As for Americans who take up arms against this country — they have abnegated any rights whatsoever. They deserve worse than some ignorant Afghani.

HH[/quote]

Common Headhunter, you don’t really believe that shit, do you? Seriously, if you were to get arrested one day, and accused of being an unlawful combatant, with no judicial recourse, how would you prove otherwise?

This is exactly how free, liberal societies slip into despotism…and it is fucking scarry.

[quote]JustTheFacts wrote:
Olbermann & Constitutional Law Prof Jonathan Turley On Military Commissions Act

OLBERMANN: Does this mean that under this law, ultimately the only thing keeping you, I, or the viewer out of Gitmo is the sanity and honesty of the president of the United States?

TURLEY: It does. And it’s a huge sea change for our democracy. [/quote]

False. It is explicity definded in the act who would fall under the Jurisdiction.

948d(a)“…when committed by an ALIEN UNLAWFUL COMBATANT…” Feel free to read the whole thing on your own.

Alien is further defined.
948a. Definitions
(3) "The term alien means a person who is not a citizen of the united states.

For further definitions of unlawful and lawful combatant go straight to the act itself. Don’t rely on pundits and their handpicked guests. It is explicit in who this act pertains to.

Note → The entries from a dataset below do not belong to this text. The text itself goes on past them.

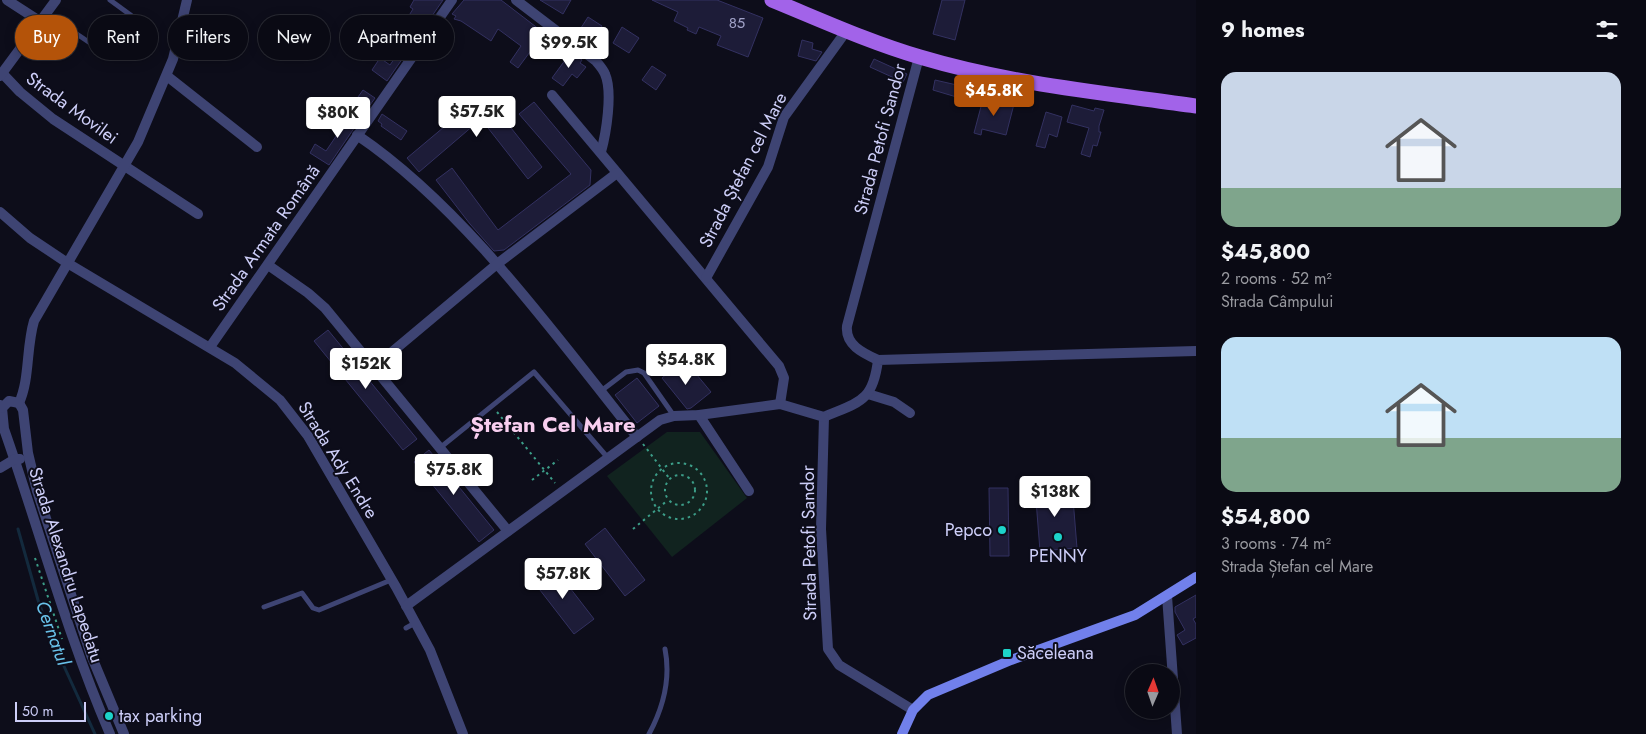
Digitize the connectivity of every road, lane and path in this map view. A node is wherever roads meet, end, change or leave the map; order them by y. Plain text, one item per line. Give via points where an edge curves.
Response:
1 (7, 0) edge
2 (56, 0) edge
3 (110, 0) edge
4 (187, 0) edge
5 (452, 0) edge
6 (516, 0) edge
7 (772, 0) edge
8 (38, 15) edge
9 (46, 15) edge
10 (847, 30) junction
11 (78, 38) edge
12 (15, 56) edge
13 (919, 57) junction
14 (1, 75) edge
15 (167, 76) junction
16 (552, 95) dead end
17 (1196, 106) edge
18 (357, 134) junction
19 (258, 148) dead end
20 (600, 152) junction
21 (126, 166) junction
22 (618, 173) junction
23 (0, 212) edge
24 (198, 214) dead end
25 (69, 264) junction
26 (497, 264) junction
27 (268, 265) junction
28 (706, 278) junction
29 (210, 347) junction
30 (1196, 351) edge
31 (878, 360) junction
32 (374, 367) junction
33 (601, 392) junction
34 (868, 394) junction
35 (19, 403) junction
36 (780, 404) junction
37 (1, 406) edge
38 (492, 406) junction
39 (910, 413) dead end
40 (699, 415) junction
41 (674, 416) junction
42 (824, 417) junction
43 (637, 436) junction
44 (441, 447) junction
45 (28, 454) junction
46 (608, 458) junction
47 (15, 459) junction
48 (558, 460) dead end
49 (0, 468) edge
50 (662, 469) junction
51 (545, 470) junction
52 (670, 479) junction
53 (532, 480) dead end
54 (562, 491) junction
55 (749, 491) dead end
56 (668, 500) junction
57 (657, 508) junction
58 (633, 529) dead end
59 (508, 531) junction
60 (1196, 577) edge
61 (392, 579) junction
62 (1167, 596) junction
63 (406, 606) junction
64 (264, 607) dead end
65 (665, 648) dead end
66 (913, 710) junction
67 (110, 734) edge
68 (124, 734) edge
69 (463, 734) edge
70 (649, 734) edge
71 (902, 734) edge
72 (1177, 734) edge

1 - 8 street
2 - 9 street
3 - 11 lane via 136,19 115,55 108,55
4 - 15 street
5 - 18 street, Strada Armata Română
6 - 20 street via 589,56 604,73 608,92 606,126
7 - 10 main road
10 - 13 main road
10 - 28 street, Strada Ștefan cel Mare via 784,117 768,166
12 - 14 street
13 - 17 main road via 1001,77
13 - 31 street, Strada Petofi Sandor via 847,326 848,339 853,345
14 - 21 street, Strada Movilei via 53,118
15 - 19 street
15 - 21 street
16 - 20 street, Strada Ștefan cel Mare
18 - 26 street via 410,176
18 - 27 street, Strada Armata Română
20 - 22 street, Strada Ștefan cel Mare
21 - 24 street, Strada Movilei
21 - 25 street
22 - 26 street
22 - 28 street, Strada Ștefan cel Mare
23 - 25 street, Strada Ady Endre via 30,238
25 - 29 street, Strada Ady Endre
25 - 35 street via 34,321 28,344 25,385
26 - 32 street
26 - 33 street
27 - 29 street, Strada Armata Română
27 - 32 street via 325,308
28 - 36 street, Strada Ștefan cel Mare via 779,366 784,378
29 - 61 street, Strada Ady Endre via 259,380 295,417
30 - 31 street
31 - 34 street via 874,385
32 - 44 street
33 - 41 lane via 626,372 638,370 644,373
33 - 43 street
34 - 39 street via 894,402
34 - 42 street
35 - 37 street via 9,401
35 - 45 street, Strada Alexandru Lapedatu via 23,410
36 - 40 street
36 - 42 street
37 - 47 street, Strada Alexandru Lapedatu via 4,429
38 - 44 lane
38 - 46 lane via 534,372
38 - 51 path
40 - 41 street
40 - 55 street
41 - 43 street via 660,420
42 - 66 street, Strada Petofi Sandor via 821,529 828,649 839,665
43 - 46 street
43 - 50 path
44 - 59 street
45 - 47 street via 22,459
45 - 68 street, Strada Alexandru Lapedatu via 88,646
46 - 54 street
47 - 49 street
47 - 67 street, Strada Alexandru Lapedatu via 79,660
48 - 51 path
50 - 52 path
50 - 57 path via 656,475 651,492
50 - 57 path via 678,463 687,464 701,473 707,490 703,506 689,517 672,518
51 - 53 path
51 - 54 path
52 - 56 path via 665,492
52 - 56 path via 684,476 692,482 695,491 687,504 677,505
54 - 59 street
56 - 57 path
57 - 58 path
59 - 63 street
60 - 62 main road
61 - 63 street, Strada Ady Endre
61 - 64 lane via 319,610 313,608 302,593
62 - 66 main road via 1135,615 945,687 928,695
62 - 72 street
63 - 69 street, Strada Ady Endre via 410,625 430,650
65 - 70 lane via 667,684 662,706
66 - 71 main road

[quote]BostonBarrister wrote:
I’ll say this again: No American citizen can be an “alien unlawful enemy combatant.”

[/quote]

I don’t know all the details involved, so if I’m way off, please correct me; however, without access to courts how would one even prove one’s citizenship? Wouldn’t you be relying on the benevolence of those doing the arresting? As “conservatives” or classical liberals or libertarians, why trust the government in this regard when we don’t trust the government to spend our money?

Under the act, the detainess will be able to appeal to the DC Circuit Court of Appeals. Then they will be able to petition the Supreme Court. Folks, read the act itself.